KGI Projects Double-Digit Net Profit Growth for PTT on Robust Underlying Business Performance

KGI Securities (Thailand) (KGI) projected that PTT Public Company Limited (SET: PTT) will report a 1Q26 net profit of THB 26.1 billion, up 12% year-on-year and 2% quarter-on-quarter. The positive outlook is primarily driven by higher earnings from its listed refinery and petrochemical subsidiaries—PTT Global Chemical PCL (SET: PTTGC), Thai Oil PCL (SET: TOP), and IRPC PCL (SET: IRPC)—benefiting from larger stock gains and improved refinery margins.

Despite a high comparison base in 4Q25, due to a THB 7.5 billion one-off gain from the partial divestment in Taiwan’s Lotus Pharmaceutical, PTT’s 1Q26 net profit is still expected to grow. Excluding this divestment, net profit would rise 44% QoQ, indicating robust underlying business performance.

PTT’s standalone earnings are forecast to rebound, supported by a stronger contribution from its Gas Separation Plant (GSP) business. This follows a regulatory shift in Thailand’s natural gas pricing structure to the Utility model, effective January 2026, resulting in lower feedstock costs. Additionally, natural gas sales volumes are projected to increase 8% QoQ, supported by stronger demand from independent power producers (IPPs), while GSP sales volumes are expected to rise 14% QoQ due to no planned shutdowns.

KGI has raised its 2026 earnings projection for PTT by 1% to THB 115.4 billion and its 2027 projection by 3% to THB 121.8 billion.
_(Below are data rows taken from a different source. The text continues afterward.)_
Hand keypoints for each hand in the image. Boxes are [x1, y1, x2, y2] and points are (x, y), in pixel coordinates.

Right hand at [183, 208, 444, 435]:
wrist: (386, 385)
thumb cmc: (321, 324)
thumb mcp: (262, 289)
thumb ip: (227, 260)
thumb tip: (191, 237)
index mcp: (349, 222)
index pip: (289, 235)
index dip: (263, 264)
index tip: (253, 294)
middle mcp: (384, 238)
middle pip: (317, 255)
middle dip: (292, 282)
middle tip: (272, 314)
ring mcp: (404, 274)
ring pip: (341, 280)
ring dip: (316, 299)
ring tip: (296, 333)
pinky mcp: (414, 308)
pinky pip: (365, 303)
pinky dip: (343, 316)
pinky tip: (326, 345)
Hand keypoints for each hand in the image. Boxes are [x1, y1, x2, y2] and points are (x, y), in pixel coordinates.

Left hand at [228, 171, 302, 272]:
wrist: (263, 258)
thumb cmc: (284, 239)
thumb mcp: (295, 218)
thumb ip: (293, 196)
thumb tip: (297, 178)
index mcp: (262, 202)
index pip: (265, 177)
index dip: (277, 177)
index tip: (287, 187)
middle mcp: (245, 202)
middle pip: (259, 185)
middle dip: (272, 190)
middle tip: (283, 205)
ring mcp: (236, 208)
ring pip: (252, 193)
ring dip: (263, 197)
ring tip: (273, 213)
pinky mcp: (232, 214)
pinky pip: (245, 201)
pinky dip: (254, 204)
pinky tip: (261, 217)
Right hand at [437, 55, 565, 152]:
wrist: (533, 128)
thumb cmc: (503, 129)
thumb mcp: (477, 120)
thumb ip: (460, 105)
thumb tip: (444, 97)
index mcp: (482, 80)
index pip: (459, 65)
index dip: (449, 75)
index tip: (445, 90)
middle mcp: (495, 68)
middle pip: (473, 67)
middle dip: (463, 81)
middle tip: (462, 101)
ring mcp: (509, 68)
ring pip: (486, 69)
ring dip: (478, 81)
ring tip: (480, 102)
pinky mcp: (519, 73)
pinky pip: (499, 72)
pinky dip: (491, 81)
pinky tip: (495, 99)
These upgrades reflect higher expected contributions from key subsidiaries due to an improved outlook for Dubai crude prices, refinery margins, and petrochemical spreads, underpinned by ongoing geopolitical tensions in the Strait of Hormuz. However, a THB 12 billion hedging loss is now factored into the 2026 forecast.

KGI maintains an “Outperform” rating and a 2026 target price of THB 41 for PTT, citing expectations of continued earnings growth and a positive outlook for core PTT-only earnings in 2Q26, benefiting from rising ethane and polyethylene prices. Risks include volatility in crude oil prices, gross refining margins, and petrochemical spreads.